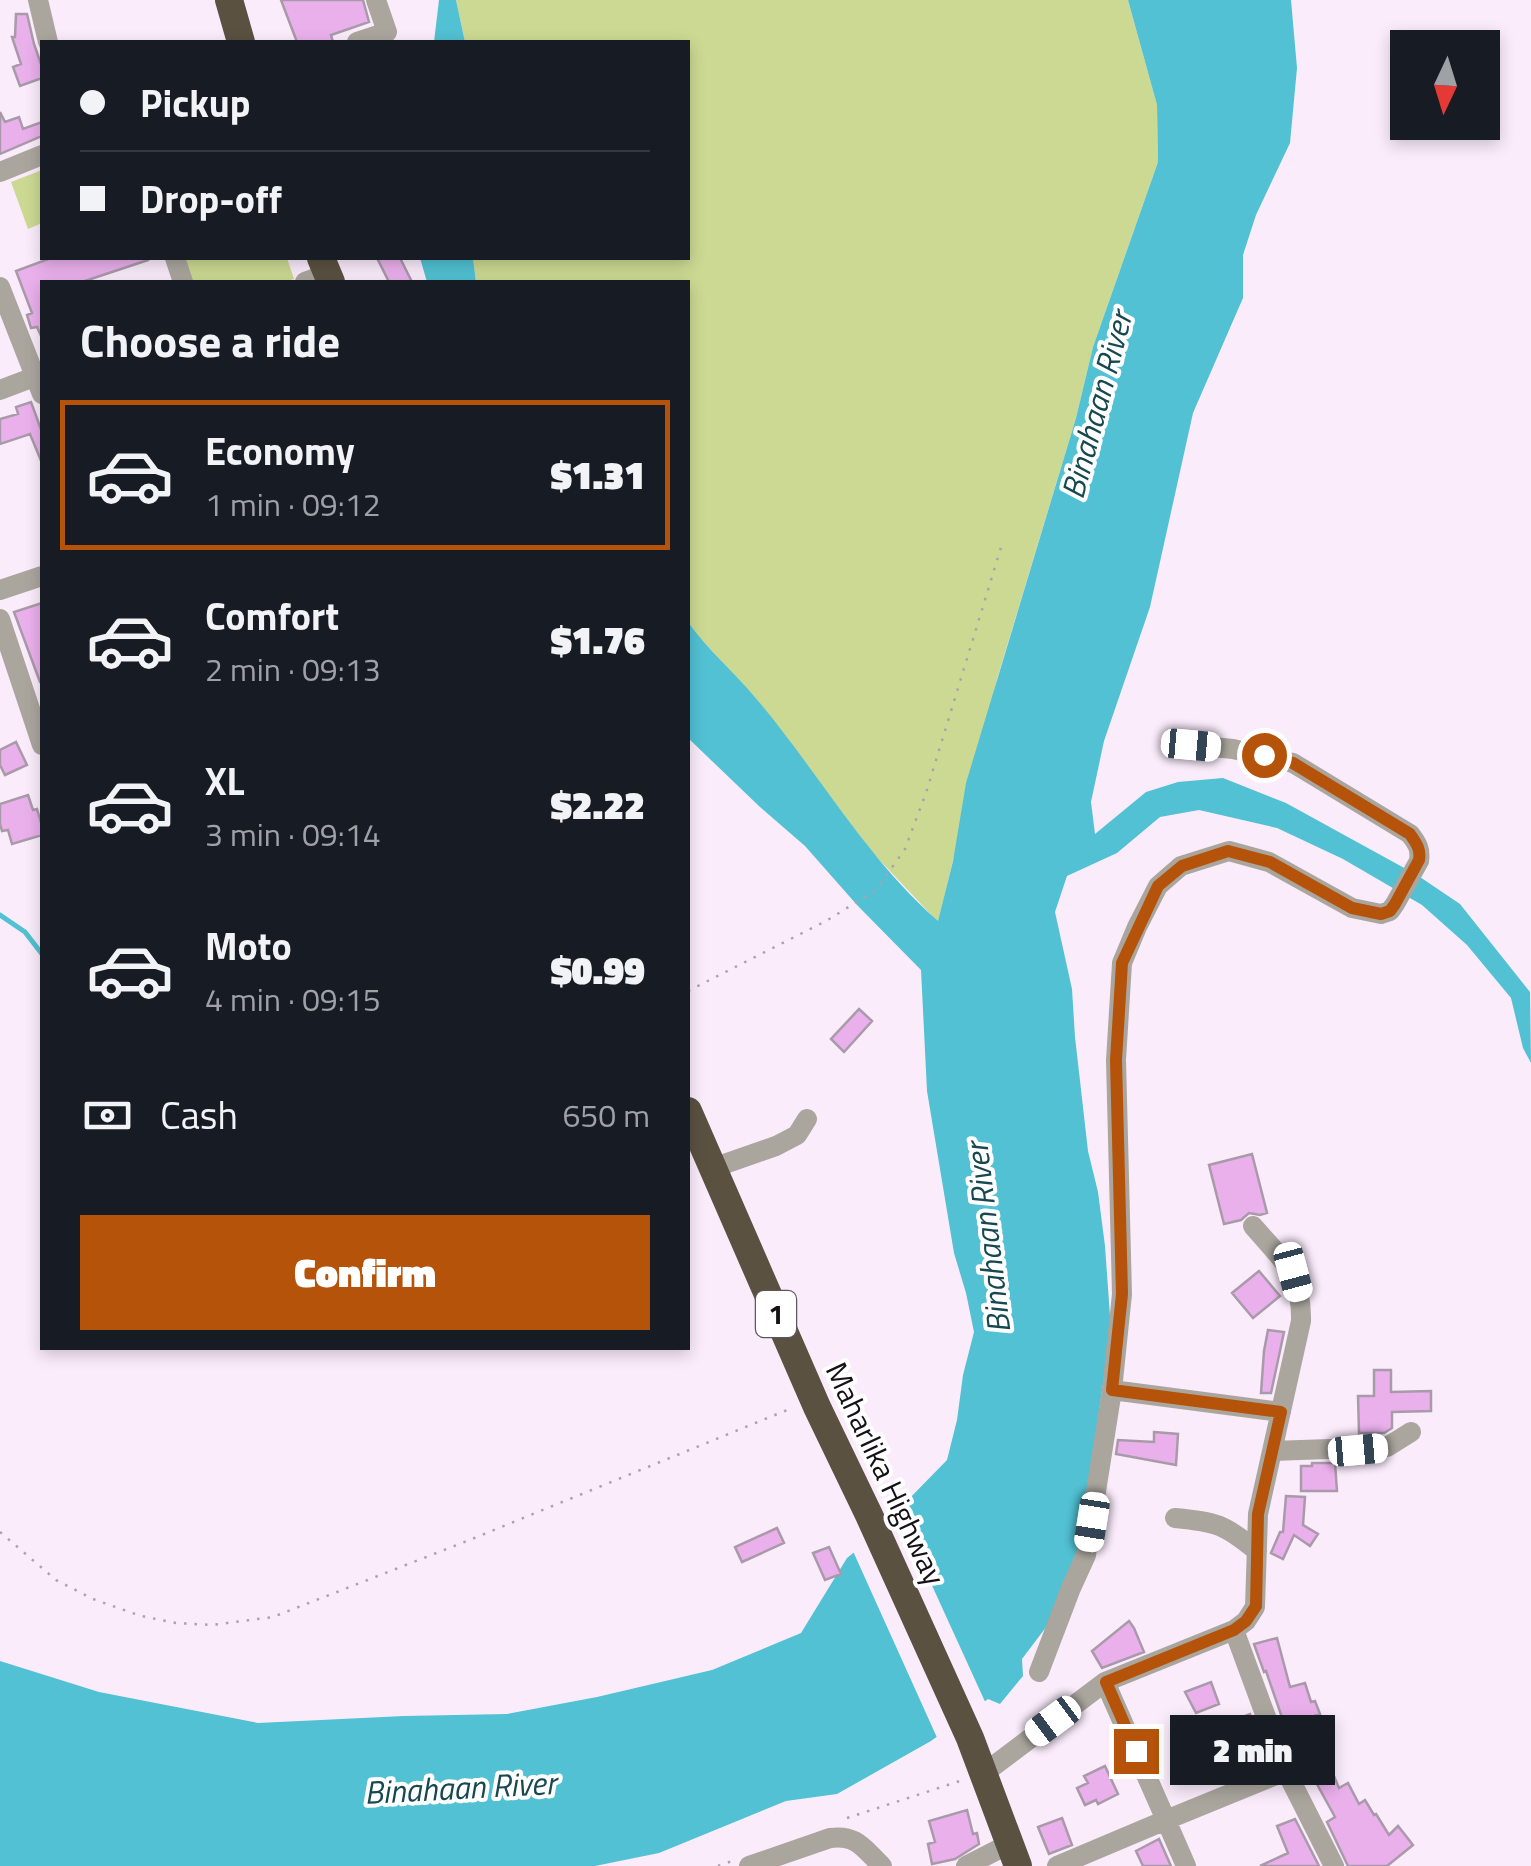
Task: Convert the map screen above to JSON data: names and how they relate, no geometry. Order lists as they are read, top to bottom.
{
  "streets": {
    "highway": ["1", "Maharlika Highway"]
  },
  "water": ["Binahaan River"],
  "north": "bottom",
  "page": {
    "banner": ["Pickup", "Drop-off"],
    "heading": "Choose a ride",
    "list": [
      {
        "name": "Economy",
        "note": "1 min · 09:12",
        "value": "$1.31"
      },
      {
        "name": "Comfort",
        "note": "2 min · 09:13",
        "value": "$1.76"
      },
      {
        "name": "XL",
        "note": "3 min · 09:14",
        "value": "$2.22"
      },
      {
        "name": "Moto",
        "note": "4 min · 09:15",
        "value": "$0.99"
      }
    ],
    "pay": ["Cash", "650 m"],
    "buttons": "Confirm",
    "bubble": "2 min"
  }
}
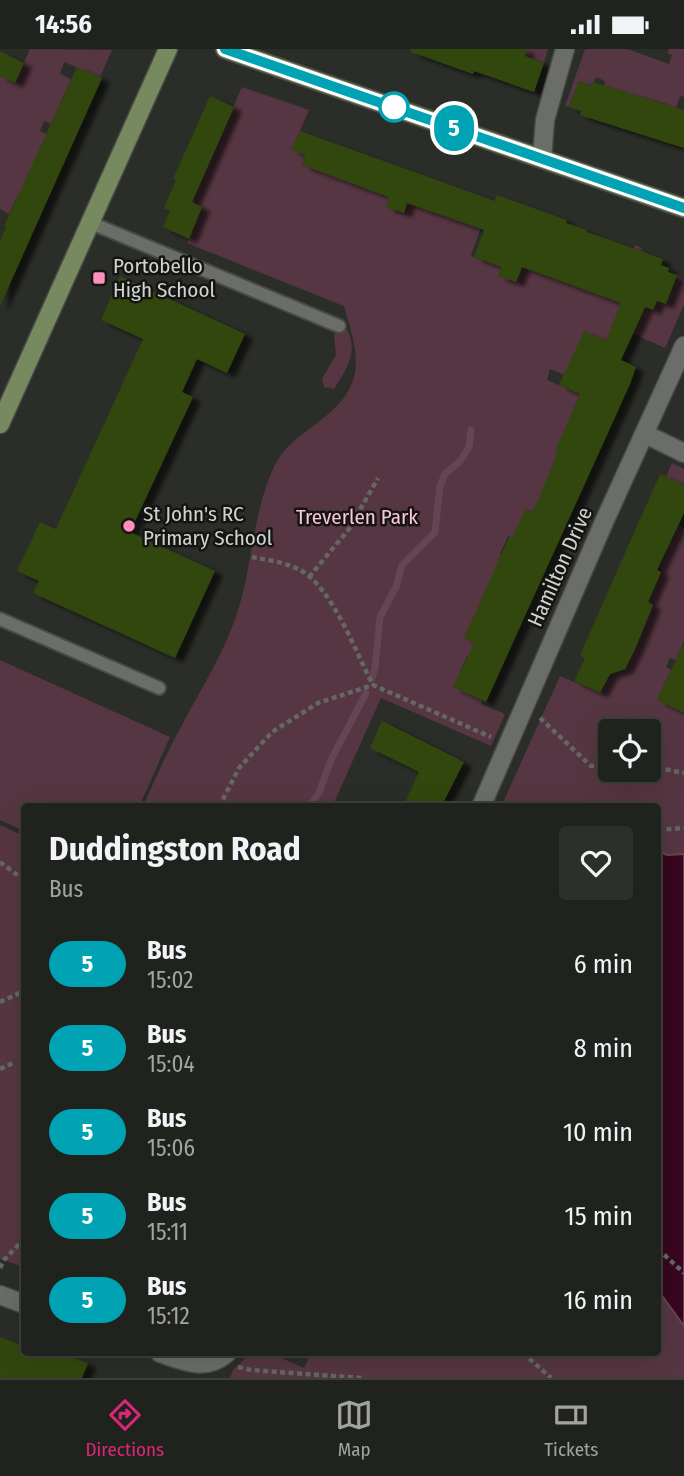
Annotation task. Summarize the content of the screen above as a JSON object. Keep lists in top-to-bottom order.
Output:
{
  "streets": {
    "street": ["Hamilton Drive"]
  },
  "parks": ["Treverlen Park"],
  "places": {
    "transit": ["Portobello High School"],
    "other": ["St John's RC Primary School"]
  },
  "lines": ["bus line 5"],
  "page": {
    "status": "14:56",
    "on_map": "5",
    "heading": ["Duddingston Road", "Bus"],
    "list": [
      {
        "mark": "5",
        "name": "Bus",
        "note": "15:02",
        "value": "6 min"
      },
      {
        "mark": "5",
        "name": "Bus",
        "note": "15:04",
        "value": "8 min"
      },
      {
        "mark": "5",
        "name": "Bus",
        "note": "15:06",
        "value": "10 min"
      },
      {
        "mark": "5",
        "name": "Bus",
        "note": "15:11",
        "value": "15 min"
      },
      {
        "mark": "5",
        "name": "Bus",
        "note": "15:12",
        "value": "16 min"
      }
    ],
    "tabs": ["Directions", "Map", "Tickets"]
  }
}
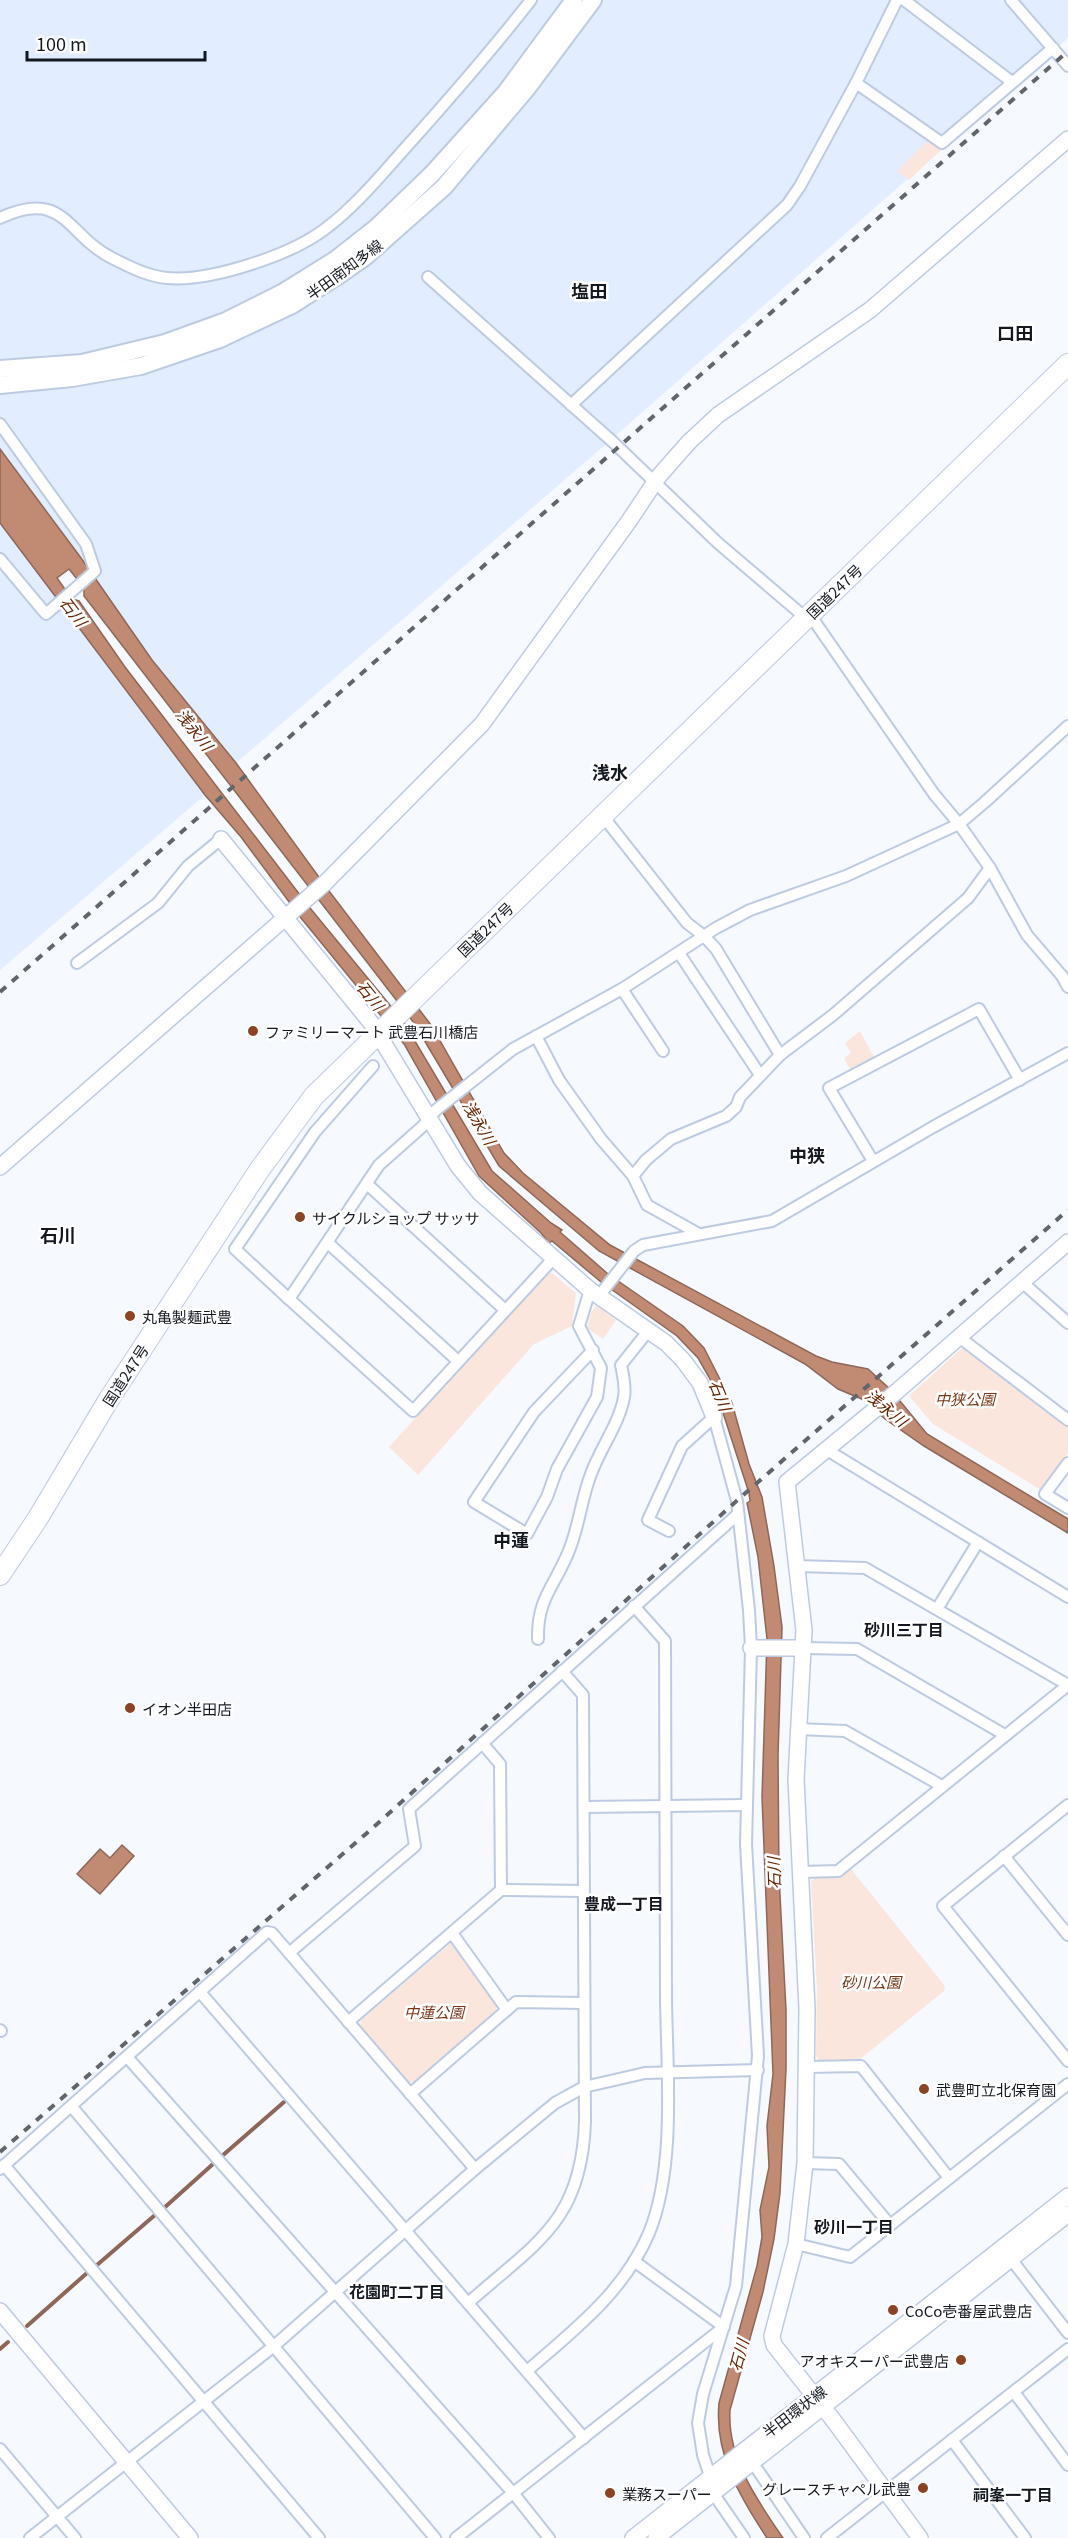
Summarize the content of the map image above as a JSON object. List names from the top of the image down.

================================

## Aim of the task
The records above are to be repeated exactly, with the pictures left out.

## Output
Task: Convert the map screen above to JSON data: names and how they relate, no geometry. Order lists as they are read, top to bottom.
{
  "streets": {
    "highway": ["1", "Maharlika Highway"]
  },
  "water": ["Binahaan River"],
  "north": "bottom",
  "page": {
    "banner": ["Pickup", "Drop-off"],
    "heading": "Choose a ride",
    "list": [
      {
        "name": "Economy",
        "note": "1 min · 09:12",
        "value": "$1.31"
      },
      {
        "name": "Comfort",
        "note": "2 min · 09:13",
        "value": "$1.76"
      },
      {
        "name": "XL",
        "note": "3 min · 09:14",
        "value": "$2.22"
      },
      {
        "name": "Moto",
        "note": "4 min · 09:15",
        "value": "$0.99"
      }
    ],
    "pay": ["Cash", "650 m"],
    "buttons": "Confirm",
    "bubble": "2 min"
  }
}
Annotation task. Summarize the content of the screen above as a JSON object. Keep lists in top-to-bottom order.
Output:
{
  "streets": {
    "street": ["Hamilton Drive"]
  },
  "parks": ["Treverlen Park"],
  "places": {
    "transit": ["Portobello High School"],
    "other": ["St John's RC Primary School"]
  },
  "lines": ["bus line 5"],
  "page": {
    "status": "14:56",
    "on_map": "5",
    "heading": ["Duddingston Road", "Bus"],
    "list": [
      {
        "mark": "5",
        "name": "Bus",
        "note": "15:02",
        "value": "6 min"
      },
      {
        "mark": "5",
        "name": "Bus",
        "note": "15:04",
        "value": "8 min"
      },
      {
        "mark": "5",
        "name": "Bus",
        "note": "15:06",
        "value": "10 min"
      },
      {
        "mark": "5",
        "name": "Bus",
        "note": "15:11",
        "value": "15 min"
      },
      {
        "mark": "5",
        "name": "Bus",
        "note": "15:12",
        "value": "16 min"
      }
    ],
    "tabs": ["Directions", "Map", "Tickets"]
  }
}
Summarize the content of the map image above as a JSON object. List names from the top of the image down.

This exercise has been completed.